_Your task_:
Copy out each line of the entries below in which the string "main" appears.

= Beginning of Section =

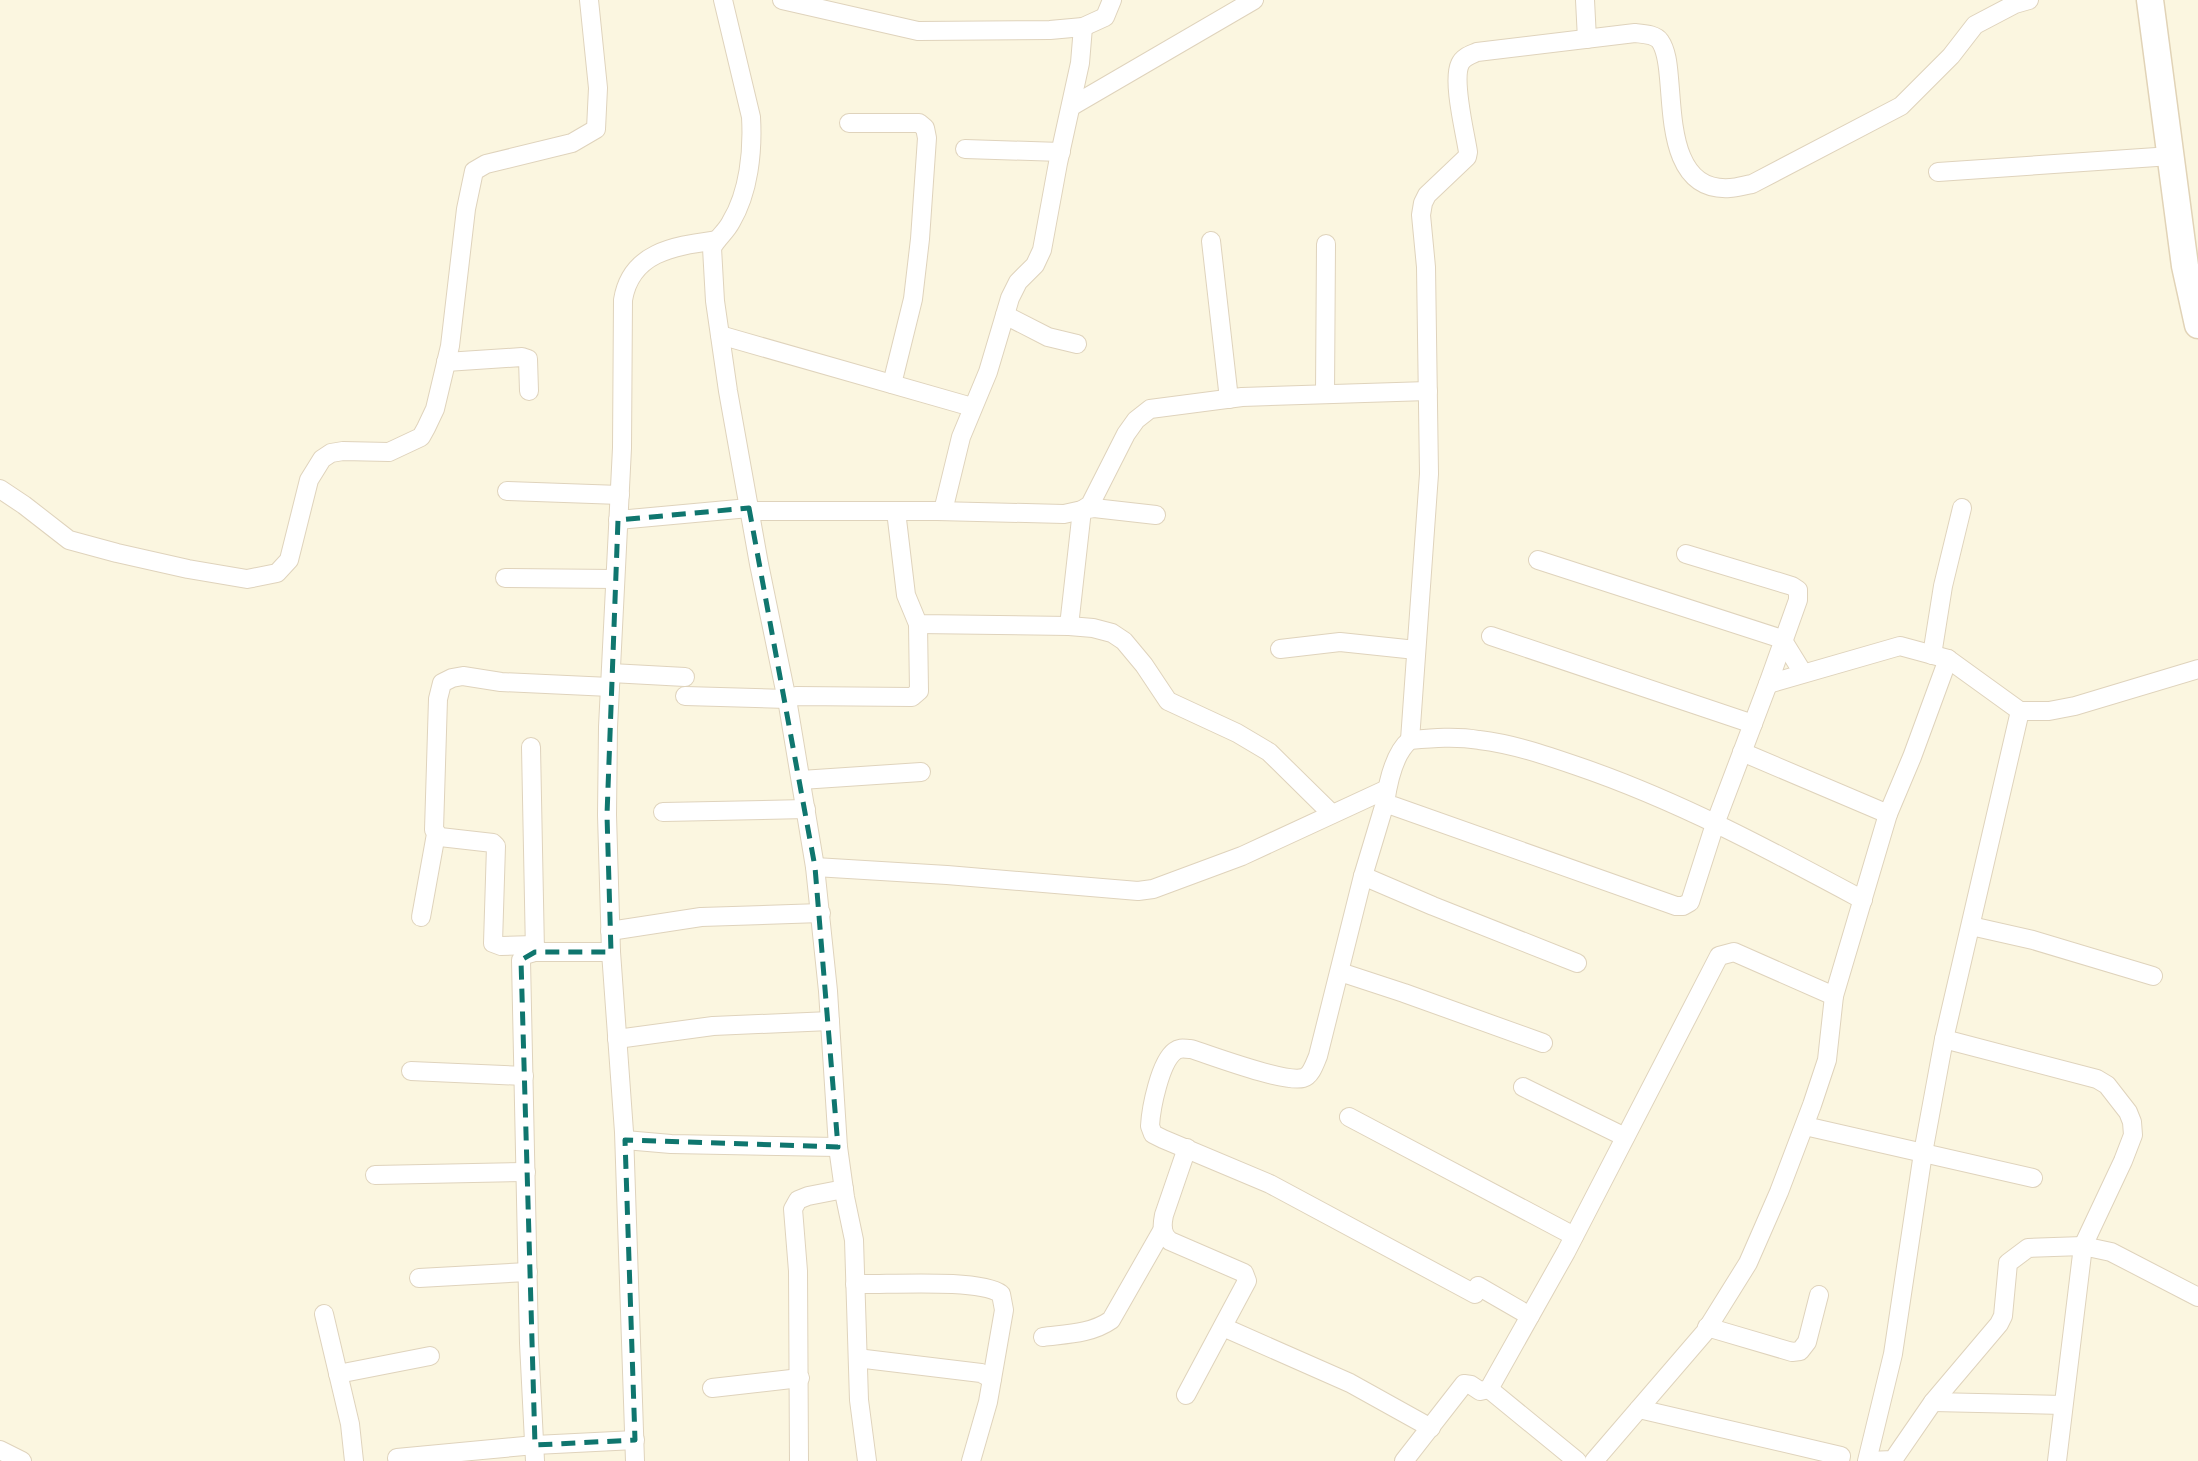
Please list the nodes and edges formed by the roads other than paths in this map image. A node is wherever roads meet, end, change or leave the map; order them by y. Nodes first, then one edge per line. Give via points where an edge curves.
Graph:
1 (589, 0) edge
2 (723, 0) edge
3 (782, 0) edge
4 (1112, 0) edge
5 (1254, 0) edge
6 (1585, 0) edge
7 (2029, 0) edge
8 (2150, 0) edge
9 (1083, 27) junction
10 (1587, 39) junction
11 (1072, 106) junction
12 (849, 123) dead end
13 (965, 149) dead end
14 (1061, 152) junction
15 (2171, 156) junction
16 (1938, 172) dead end
17 (717, 240) junction
18 (1211, 241) dead end
19 (1326, 244) dead end
20 (1005, 315) junction
21 (2198, 325) edge
22 (720, 335) junction
23 (1077, 344) dead end
24 (446, 362) junction
25 (892, 384) junction
26 (529, 391) dead end
27 (1428, 391) junction
28 (1325, 394) junction
29 (1229, 399) junction
30 (972, 407) junction
31 (0, 489) edge
32 (507, 491) dead end
33 (620, 495) junction
34 (1962, 508) dead end
35 (749, 510) junction
36 (896, 510) junction
37 (1082, 510) junction
38 (943, 511) junction
39 (1156, 515) dead end
40 (618, 520) junction
41 (1686, 554) dead end
42 (1538, 560) dead end
43 (505, 578) dead end
44 (615, 579) junction
45 (918, 624) junction
46 (1069, 626) junction
47 (1491, 636) dead end
48 (1782, 639) junction
49 (1280, 649) dead end
50 (1416, 650) junction
51 (1940, 657) junction
52 (2198, 669) edge
53 (1803, 673) junction
54 (685, 677) dead end
55 (611, 680) junction
56 (1768, 684) junction
57 (685, 696) dead end
58 (787, 699) junction
59 (2020, 711) junction
60 (1753, 724) junction
61 (1410, 740) junction
62 (531, 747) dead end
63 (1742, 752) junction
64 (921, 772) dead end
65 (801, 780) junction
66 (1386, 796) junction
67 (806, 809) junction
68 (663, 812) dead end
69 (1332, 814) junction
70 (1888, 814) junction
71 (1715, 824) junction
72 (436, 834) junction
73 (815, 867) junction
74 (1363, 876) junction
75 (1863, 900) junction
76 (821, 913) junction
77 (421, 917) dead end
78 (1971, 926) junction
79 (610, 931) junction
80 (535, 948) junction
81 (611, 952) junction
82 (1577, 963) dead end
83 (1340, 972) junction
84 (2153, 976) dead end
85 (1835, 996) junction
86 (830, 1021) junction
87 (617, 1039) junction
88 (1944, 1039) junction
89 (1543, 1044) dead end
90 (411, 1072) dead end
91 (524, 1076) junction
92 (1523, 1087) dead end
93 (1349, 1117) dead end
94 (1804, 1126) junction
95 (1625, 1137) junction
96 (625, 1140) junction
97 (838, 1147) junction
98 (1187, 1148) junction
99 (1923, 1153) junction
100 (526, 1172) junction
101 (375, 1175) dead end
102 (2033, 1178) dead end
103 (844, 1189) junction
104 (1163, 1230) junction
105 (1574, 1236) junction
106 (2083, 1247) junction
107 (528, 1272) junction
108 (419, 1278) dead end
109 (855, 1284) junction
110 (1819, 1295) dead end
111 (2198, 1297) edge
112 (324, 1314) dead end
113 (1530, 1316) junction
114 (1223, 1327) junction
115 (1707, 1328) junction
116 (1043, 1337) dead end
117 (430, 1356) dead end
118 (865, 1359) dead end
119 (338, 1374) junction
120 (800, 1378) junction
121 (992, 1379) junction
122 (712, 1388) dead end
123 (1489, 1389) junction
124 (1186, 1395) dead end
125 (1933, 1402) junction
126 (2063, 1405) junction
127 (1639, 1409) junction
128 (1431, 1428) junction
129 (635, 1440) junction
130 (0, 1450) edge
131 (535, 1453) edge
132 (397, 1458) dead end
133 (1841, 1459) edge
134 (22, 1461) edge
135 (354, 1461) edge
136 (635, 1461) edge
137 (799, 1461) edge
138 (867, 1461) edge
139 (971, 1461) edge
140 (1404, 1461) edge
141 (1577, 1461) edge
142 (1595, 1461) edge
143 (1868, 1461) edge
144 (1893, 1461) edge
145 (2057, 1461) edge

1 - 24 street via 598,88 596,129 572,143 486,164 474,172
2 - 17 street via 752,134 741,198 732,221
3 - 9 street via 918,31
4 - 9 street via 1105,17
5 - 11 street
6 - 10 street
7 - 10 street via 1975,25 1901,106 1752,184 1731,188 1702,181 1683,163 1667,60 1659,40 1635,33
8 - 15 main road
9 - 11 street
10 - 27 street via 1478,52 1460,63 1459,103 1467,157 1427,195 1421,215
11 - 14 street
12 - 25 street via 919,123 927,138 913,299
13 - 14 street
14 - 20 street via 1042,250 1013,289
15 - 16 street
15 - 21 main road via 2185,267
17 - 22 street via 712,254
17 - 33 street via 658,253 632,272 625,285
18 - 29 street
19 - 28 street
20 - 23 street via 1048,337
20 - 30 street
22 - 25 street
22 - 35 street
24 - 26 street via 528,359
24 - 31 street via 435,409 421,437 389,452 336,452 318,464 309,480 289,560 272,575 247,579 84,545 57,532
25 - 30 street
27 - 28 street
27 - 50 street via 1429,474
28 - 29 street
29 - 37 street via 1144,412 1126,434 1090,505
30 - 38 street
32 - 33 street
33 - 40 street
34 - 51 street via 1943,586
35 - 36 street
35 - 40 street
35 - 58 street
36 - 38 street
36 - 45 street via 906,595
37 - 38 street via 1064,514
37 - 39 street
37 - 46 street
40 - 44 street
41 - 48 street via 1798,590
42 - 48 street
43 - 44 street
44 - 55 street
45 - 46 street
45 - 58 street via 919,691 912,696
46 - 69 street via 1112,633 1124,641 1168,701 1269,752
47 - 60 street
48 - 53 street
48 - 56 street
49 - 50 street via 1340,642
50 - 61 street
51 - 53 street via 1900,646
51 - 59 street
51 - 70 street via 1912,757
52 - 59 street via 2075,706
53 - 56 street
54 - 55 street
55 - 72 street via 501,682 464,676 442,683 433,820
55 - 79 street
56 - 60 street
57 - 58 street
58 - 65 street
59 - 78 street
60 - 63 street
61 - 66 street via 1402,746
61 - 71 street via 1445,737 1526,749 1643,791
62 - 80 street
63 - 70 street
63 - 71 street
64 - 65 street
65 - 67 street
66 - 69 street
66 - 71 street via 1676,906 1690,902
66 - 74 street
67 - 68 street
67 - 73 street
69 - 73 street via 1242,856 1138,891
70 - 75 street
71 - 75 street
72 - 77 street
72 - 80 street via 496,846 493,943
73 - 76 street
74 - 82 street
74 - 83 street
75 - 85 street
76 - 79 street via 701,916
76 - 86 street
78 - 84 street
78 - 88 street
79 - 81 street
80 - 81 street
80 - 91 street via 521,960
81 - 87 street
83 - 89 street
83 - 98 street via 1318,1056 1302,1078 1274,1075 1191,1049 1173,1052 1163,1068 1150,1126 1153,1134
85 - 94 street via 1827,1060
85 - 95 street via 1734,952 1719,956
86 - 87 street via 713,1026
86 - 97 street
87 - 96 street
88 - 99 street
88 - 106 street via 2097,1079 2123,1105 2133,1135
90 - 91 street
91 - 100 street
92 - 95 street
93 - 105 street
94 - 99 street
94 - 115 street via 1748,1263
95 - 105 street
96 - 97 street
96 - 129 street
97 - 103 street
98 - 104 street
98 - 113 street via 1270,1184
99 - 102 street
99 - 143 street via 1893,1354
100 - 101 street
100 - 107 street
103 - 109 street via 854,1240
103 - 120 street via 808,1196 793,1209
104 - 114 street via 1170,1241 1244,1273 1247,1281
104 - 116 street via 1111,1320 1086,1332
105 - 113 street
106 - 111 street via 2111,1252
106 - 125 street via 2028,1248 2008,1263 1999,1324
106 - 126 street
107 - 108 street
107 - 131 street
109 - 121 street via 974,1285 1002,1294 1004,1310
109 - 138 street via 859,1400
110 - 115 street via 1807,1342 1800,1351
112 - 119 street
113 - 123 street
114 - 124 street
114 - 128 street via 1350,1383
115 - 127 street
117 - 119 street
118 - 121 street via 981,1373
119 - 135 street
120 - 122 street
120 - 137 street
121 - 139 street
123 - 128 street via 1480,1391 1464,1384
123 - 141 street
125 - 126 street
125 - 144 street
126 - 145 street
127 - 133 street
127 - 142 street
128 - 140 street
129 - 131 street
129 - 136 street
130 - 134 street
131 - 132 street
133 - 143 street
143 - 144 street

= End of Section =

_Solution below_:
8 - 15 main road
15 - 21 main road via 2185,267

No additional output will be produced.